— EXERCISE DETAILS —
Start at the top line and retype the data exactly through to the end.

_ _ _ _

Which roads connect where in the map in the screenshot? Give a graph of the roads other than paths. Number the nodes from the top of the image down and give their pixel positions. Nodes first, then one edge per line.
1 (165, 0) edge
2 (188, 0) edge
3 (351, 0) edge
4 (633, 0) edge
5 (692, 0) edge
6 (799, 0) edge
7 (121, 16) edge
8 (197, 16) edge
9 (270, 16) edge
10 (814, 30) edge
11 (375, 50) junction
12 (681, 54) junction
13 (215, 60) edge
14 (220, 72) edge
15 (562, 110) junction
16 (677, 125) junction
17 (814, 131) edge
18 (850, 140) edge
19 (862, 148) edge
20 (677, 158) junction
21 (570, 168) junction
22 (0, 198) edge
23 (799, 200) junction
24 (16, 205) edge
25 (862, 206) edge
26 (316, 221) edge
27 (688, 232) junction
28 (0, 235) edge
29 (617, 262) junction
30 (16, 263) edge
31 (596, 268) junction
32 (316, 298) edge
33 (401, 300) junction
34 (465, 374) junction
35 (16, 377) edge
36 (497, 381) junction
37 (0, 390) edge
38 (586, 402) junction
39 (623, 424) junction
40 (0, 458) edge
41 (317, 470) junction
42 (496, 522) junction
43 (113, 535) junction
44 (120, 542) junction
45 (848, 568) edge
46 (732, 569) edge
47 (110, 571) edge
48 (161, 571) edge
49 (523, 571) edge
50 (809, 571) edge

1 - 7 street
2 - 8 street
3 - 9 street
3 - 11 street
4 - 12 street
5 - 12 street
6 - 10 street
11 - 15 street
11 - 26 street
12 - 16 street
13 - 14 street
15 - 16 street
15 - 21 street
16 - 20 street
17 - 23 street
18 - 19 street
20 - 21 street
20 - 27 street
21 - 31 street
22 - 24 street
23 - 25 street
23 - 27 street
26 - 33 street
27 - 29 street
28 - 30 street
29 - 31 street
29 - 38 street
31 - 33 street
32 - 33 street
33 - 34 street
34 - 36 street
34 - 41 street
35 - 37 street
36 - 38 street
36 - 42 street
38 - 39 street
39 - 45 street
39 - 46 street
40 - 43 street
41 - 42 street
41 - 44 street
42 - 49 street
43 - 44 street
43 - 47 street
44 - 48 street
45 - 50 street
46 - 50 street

_ _ _ _

— RESPONSE AREA —
Which roads connect where in the map in the screenshot? Give a graph of the roads other than paths. Number the nodes from the top of the image down and give their pixel positions. Nodes first, then one edge per line.
1 (165, 0) edge
2 (188, 0) edge
3 (351, 0) edge
4 (633, 0) edge
5 (692, 0) edge
6 (799, 0) edge
7 (121, 16) edge
8 (197, 16) edge
9 (270, 16) edge
10 (814, 30) edge
11 (375, 50) junction
12 (681, 54) junction
13 (215, 60) edge
14 (220, 72) edge
15 (562, 110) junction
16 (677, 125) junction
17 (814, 131) edge
18 (850, 140) edge
19 (862, 148) edge
20 (677, 158) junction
21 (570, 168) junction
22 (0, 198) edge
23 (799, 200) junction
24 (16, 205) edge
25 (862, 206) edge
26 (316, 221) edge
27 (688, 232) junction
28 (0, 235) edge
29 (617, 262) junction
30 (16, 263) edge
31 (596, 268) junction
32 (316, 298) edge
33 (401, 300) junction
34 (465, 374) junction
35 (16, 377) edge
36 (497, 381) junction
37 (0, 390) edge
38 (586, 402) junction
39 (623, 424) junction
40 (0, 458) edge
41 (317, 470) junction
42 (496, 522) junction
43 (113, 535) junction
44 (120, 542) junction
45 (848, 568) edge
46 (732, 569) edge
47 (110, 571) edge
48 (161, 571) edge
49 (523, 571) edge
50 (809, 571) edge

1 - 7 street
2 - 8 street
3 - 9 street
3 - 11 street
4 - 12 street
5 - 12 street
6 - 10 street
11 - 15 street
11 - 26 street
12 - 16 street
13 - 14 street
15 - 16 street
15 - 21 street
16 - 20 street
17 - 23 street
18 - 19 street
20 - 21 street
20 - 27 street
21 - 31 street
22 - 24 street
23 - 25 street
23 - 27 street
26 - 33 street
27 - 29 street
28 - 30 street
29 - 31 street
29 - 38 street
31 - 33 street
32 - 33 street
33 - 34 street
34 - 36 street
34 - 41 street
35 - 37 street
36 - 38 street
36 - 42 street
38 - 39 street
39 - 45 street
39 - 46 street
40 - 43 street
41 - 42 street
41 - 44 street
42 - 49 street
43 - 44 street
43 - 47 street
44 - 48 street
45 - 50 street
46 - 50 street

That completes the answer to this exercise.